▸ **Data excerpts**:
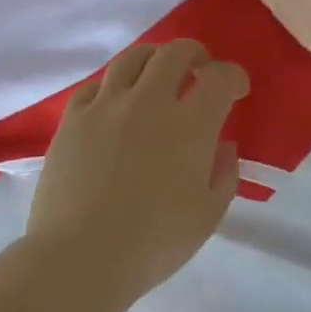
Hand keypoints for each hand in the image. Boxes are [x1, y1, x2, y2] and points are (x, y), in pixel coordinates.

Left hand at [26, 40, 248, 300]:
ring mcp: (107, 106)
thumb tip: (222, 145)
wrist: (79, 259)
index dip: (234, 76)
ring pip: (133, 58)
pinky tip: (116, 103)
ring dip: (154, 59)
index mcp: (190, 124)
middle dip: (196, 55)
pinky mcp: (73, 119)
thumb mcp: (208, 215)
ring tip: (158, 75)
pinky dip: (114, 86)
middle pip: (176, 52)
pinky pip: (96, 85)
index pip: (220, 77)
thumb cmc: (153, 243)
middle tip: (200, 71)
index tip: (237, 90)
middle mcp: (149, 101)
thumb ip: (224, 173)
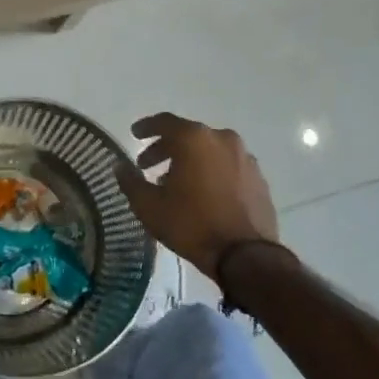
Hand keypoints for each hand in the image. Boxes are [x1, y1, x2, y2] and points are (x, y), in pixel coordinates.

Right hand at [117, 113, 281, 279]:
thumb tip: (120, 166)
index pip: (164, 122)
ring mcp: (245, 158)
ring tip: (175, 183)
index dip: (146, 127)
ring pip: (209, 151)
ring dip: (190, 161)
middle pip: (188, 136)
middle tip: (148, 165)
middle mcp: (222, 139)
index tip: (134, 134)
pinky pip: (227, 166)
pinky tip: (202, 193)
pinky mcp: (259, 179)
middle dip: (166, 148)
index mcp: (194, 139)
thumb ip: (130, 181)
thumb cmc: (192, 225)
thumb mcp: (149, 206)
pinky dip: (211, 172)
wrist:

▸ **What to produce**:
Retype precisely, and only, the lines from the one holding "middle pip: (176, 52)" through the final line of the data above, with the pictures omitted.

▸ **Solution**:
middle pip: (176, 52)
pinky pip: (96, 85)
index pip: (220, 77)
thumb cmc: (153, 243)
middle tip: (200, 71)
index tip: (237, 90)
middle mcp: (149, 101)
thumb ip: (224, 173)
Hand keypoints for each hand in the image. Boxes are [x1, y1, x2, y2] and points are (x, y), in pixel coordinates.

Right hand at [117, 113, 281, 279]:
thumb tip: (120, 166)
index pip: (164, 122)
ring mcp: (245, 158)
ring tip: (175, 183)
index dip: (146, 127)
ring pip: (209, 151)
ring dip: (190, 161)
middle pip: (188, 136)
middle tip: (148, 165)
middle mcp: (222, 139)
index tip: (134, 134)
pinky pip: (227, 166)
pinky tip: (202, 193)
pinky mcp: (259, 179)
middle dip: (166, 148)
index mcp: (194, 139)
thumb ip: (130, 181)
thumb cmc: (192, 225)
thumb mcp: (149, 206)
pinky dip: (211, 172)
wrist:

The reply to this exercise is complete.